If a line in the data below contains the word "edges", copy it out.

PROVIDED MATERIAL START

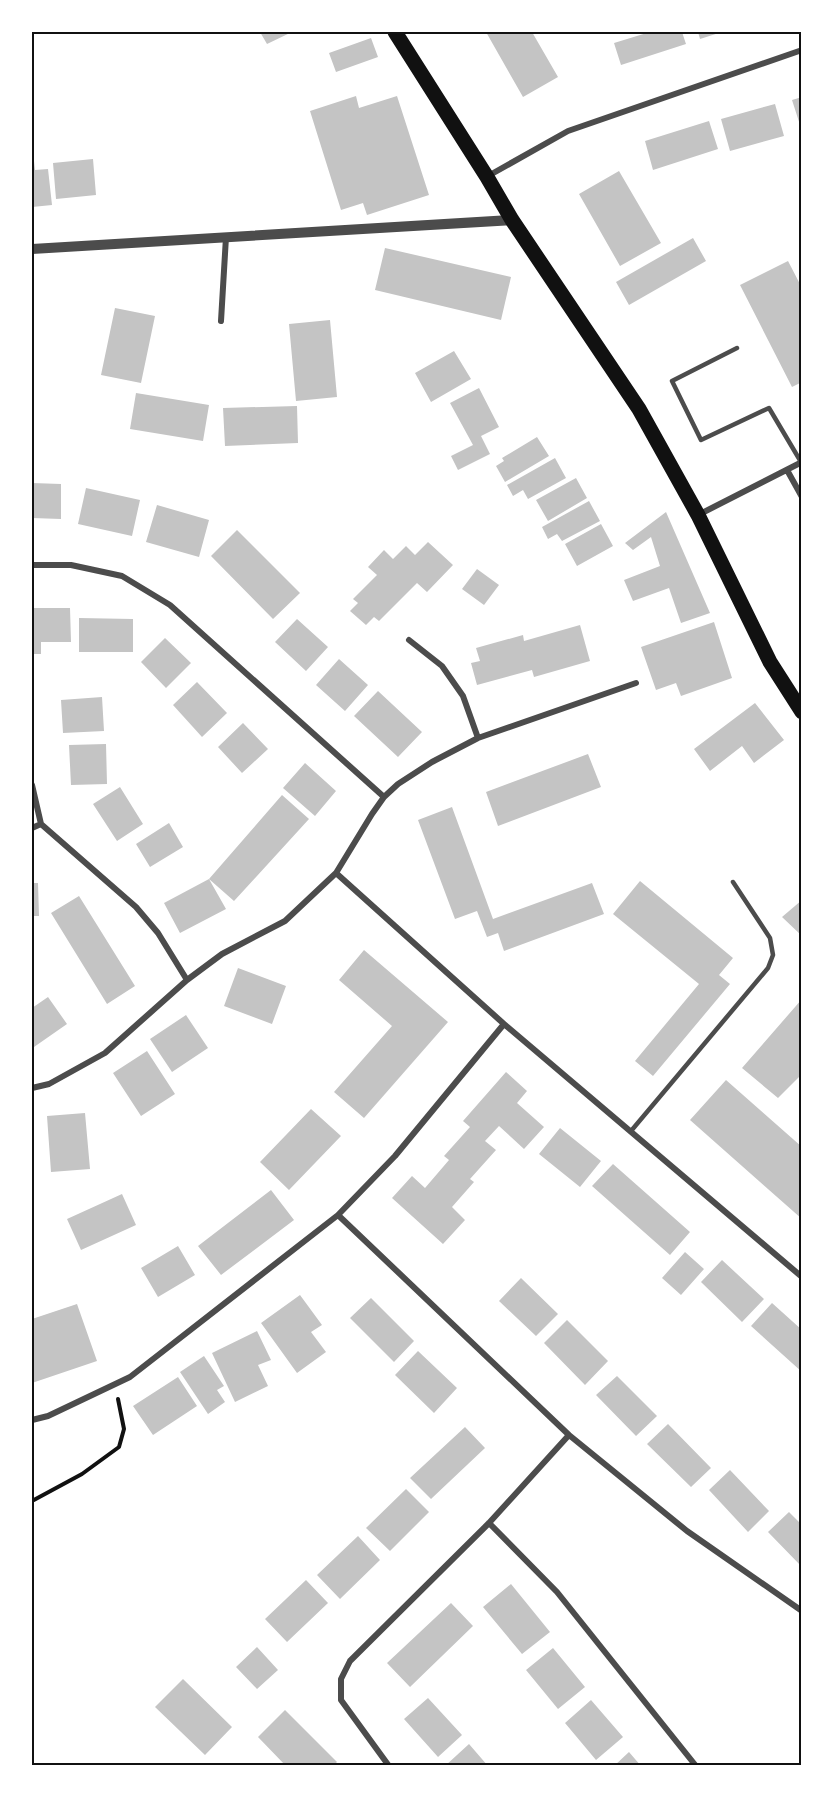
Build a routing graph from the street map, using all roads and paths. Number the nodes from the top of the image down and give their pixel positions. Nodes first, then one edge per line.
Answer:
1 (395, 32) edge
2 (801, 50) edge
3 (488, 177) junction
4 (512, 220) junction
5 (226, 237) junction
6 (32, 249) edge
7 (221, 321) dead end
8 (737, 348) dead end
9 (801, 462) edge
10 (787, 470) junction
11 (801, 497) edge
12 (698, 515) junction
13 (32, 565) edge
14 (409, 640) dead end
15 (636, 683) dead end
16 (801, 712) edge
17 (478, 738) junction
18 (32, 785) edge
19 (384, 797) junction
20 (41, 824) junction
21 (32, 828) edge
22 (336, 873) junction
23 (733, 882) dead end
24 (187, 981) junction
25 (504, 1024) junction
26 (32, 1088) edge
27 (631, 1131) junction
28 (338, 1215) junction
29 (801, 1277) edge
30 (115, 1384) junction
31 (32, 1420) edge
32 (570, 1435) junction
33 (32, 1501) edge
34 (489, 1523) junction
35 (801, 1611) edge
36 (389, 1766) edge
37 (696, 1766) edge

1 - 3 main road
2 - 3 street
3 - 4 main road
4 - 5 street
4 - 12 main road
5 - 6 street
5 - 7 street
8 - 9 lane
9 - 10 street
10 - 11 street
10 - 12 street
12 - 16 main road
13 - 19 street
14 - 17 street
15 - 17 street
17 - 19 street
18 - 20 street
19 - 22 street
20 - 21 street
20 - 24 street
22 - 24 street
22 - 25 street
23 - 27 lane
24 - 26 street
25 - 27 street
25 - 28 street
27 - 29 street
28 - 30 street
28 - 32 street
30 - 31 street
30 - 33 path
32 - 34 street
32 - 35 street
34 - 36 street
34 - 37 street

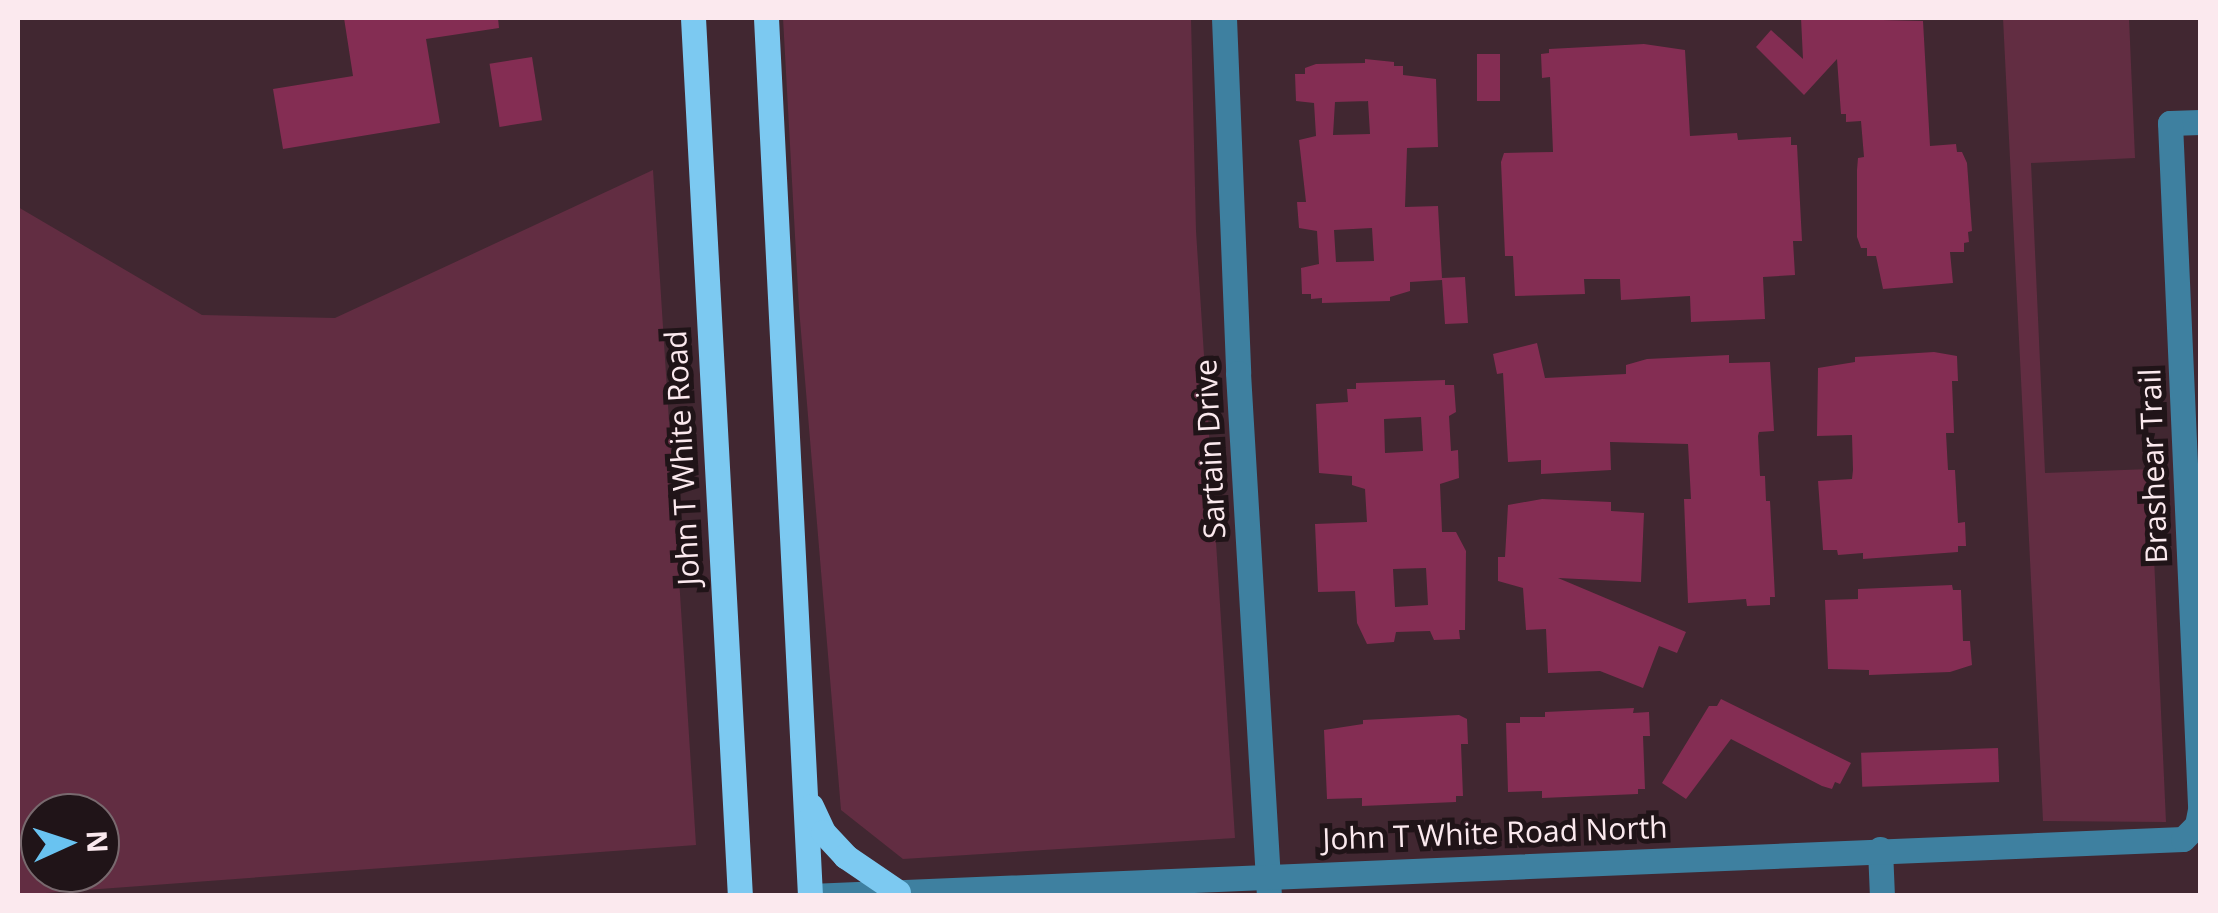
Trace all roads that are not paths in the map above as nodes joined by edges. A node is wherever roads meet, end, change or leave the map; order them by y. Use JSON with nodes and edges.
{"nodes":[{"id":1,"x":694,"y":18,"type":"edge"},
{"id":2,"x":766,"y":18,"type":"edge"},
{"id":3,"x":1224,"y":18,"type":"edge"},
{"id":4,"x":2200,"y":122,"type":"edge"},
{"id":5,"x":2191,"y":389,"type":"edge"},
{"id":6,"x":2197,"y":658,"type":"edge"},
{"id":7,"x":804,"y":793,"type":"junction"},
{"id":8,"x":2200,"y":808,"type":"edge"},
{"id":9,"x":2184,"y":839,"type":"joint"},
{"id":10,"x":1880,"y":849,"type":"junction"},
{"id":11,"x":1268,"y":886,"type":"edge"},
{"id":12,"x":898,"y":892,"type":"junction"},
{"id":13,"x":740,"y":896,"type":"edge"},
{"id":14,"x":810,"y":896,"type":"edge"},
{"id":15,"x":1882,"y":896,"type":"edge"}],
"edges":[{"from":1,"to":13,"type":"main road","name":"John T White Road"},
{"from":2,"to":7,"type":"main road"},
{"from":3,"to":11,"type":"street","name":"Sartain Drive"},
{"from":4,"to":5,"type":"street","name":"Brashear Trail"},
{"from":5,"to":6,"type":"street","name":"Brashear Trail"},
{"from":6,"to":8,"type":"street","name":"Brashear Trail"},
{"from":7,"to":12,"type":"main road"},
{"from":7,"to":14,"type":"main road"},
{"from":8,"to":9,"type":"street","name":"Brashear Trail"},
{"from":9,"to":10,"type":"street","name":"John T White Road North"},
{"from":10,"to":11,"type":"street","name":"John T White Road North"},
{"from":10,"to":15,"type":"street"},
{"from":11,"to":12,"type":"street","name":"John T White Road North"},
{"from":12,"to":14,"type":"street","name":"John T White Road North"}]}
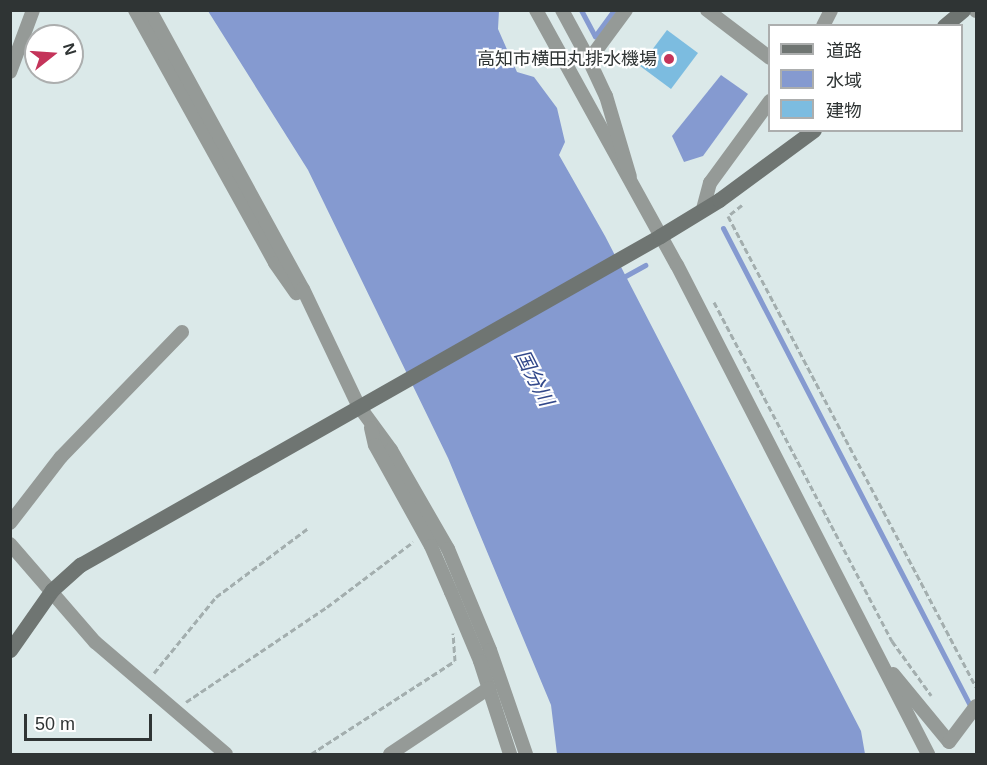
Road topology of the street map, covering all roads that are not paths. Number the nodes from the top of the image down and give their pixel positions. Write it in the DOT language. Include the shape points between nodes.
graph roads {
  1 [pos="33,10"];
  2 [pos="135,10"];
  3 [pos="150,10"];
  4 [pos="536,10"];
  5 [pos="562,10"];
  6 [pos="626,10"];
  7 [pos="707,10"];
  8 [pos="831,10"];
  9 [pos="963,10"];
  10 [pos="824,24"];
  11 [pos="946,24"];
  12 [pos="768,56"];
  13 [pos="589,60"];
  14 [pos="10,72"];
  15 [pos="768,104"];
  16 [pos="811,132"];
  17 [pos="632,186"];
  18 [pos="703,209"];
  19 [pos="653,240"];
  20 [pos="182,332"];
  21 [pos="323,332"];
  22 [pos="364,401"];
  23 [pos="370,423"];
  24 [pos="10,524"];
  25 [pos="10,544"];
  26 [pos="52,590"];
  27 [pos="10,650"];
  28 [pos="876,654"];
  29 [pos="486,658"];
  30 [pos="489,688"];
  31 [pos="976,706"];
  32 [pos="212,744"];
  33 [pos="951,748"];
  34 [pos="202,754"];
  35 [pos="226,754"];
  36 [pos="390,754"];
  37 [pos="510,754"];
  38 [pos="526,754"];
  39 [pos="928,754"];
  1 -- 14 [label="street"];
  2 -- 21 [label="street" via="276,263"];
  3 -- 21 [label="street"];
  4 -- 17 [label="street"];
  5 -- 13 [label="street"];
  6 -- 13 [label="street"];
  7 -- 12 [label="street"];
  8 -- 10 [label="street"];
  9 -- 11 [label="street"];
  13 -- 17 [label="street" via="627,159"];
  15 -- 18 [label="street" via="710,183"];
  16 -- 18 [label="street"];
  17 -- 19 [label="street"];
  18 -- 19 [label="street"];
  19 -- 22 [label="street"];
  19 -- 28 [label="street"];
  20 -- 24 [label="street" via="61,457"];
  21 -- 22 [label="street"];
  22 -- 23 [label="street"];
  22 -- 26 [label="street" via="104,550"];
  23 -- 29 [label="street" via="375,445 431,546 462,619"];
  23 -- 29 [label="street" via="391,450 447,549"];
  25 -- 26 [label="street"];
  26 -- 27 [label="street"];
  26 -- 32 [label="street" via="95,642"];
  28 -- 33 [label="street"];
  28 -- 39 [label="street"];
  29 -- 30 [label="street"];
  29 -- 38 [label="street"];
  30 -- 36 [label="street"];
  30 -- 37 [label="street"];
  31 -- 33 [label="street"];
  32 -- 34 [label="street"];
  32 -- 35 [label="street"];
}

PROVIDED MATERIAL END

RESULT OF THE TASK:
Trace all roads that are not paths in the map above as nodes joined by edges. A node is wherever roads meet, end, change or leave the map; order them by y. Use JSON with nodes and edges.
"edges":[{"from":1,"to":13,"type":"main road","name":"John T White Road"},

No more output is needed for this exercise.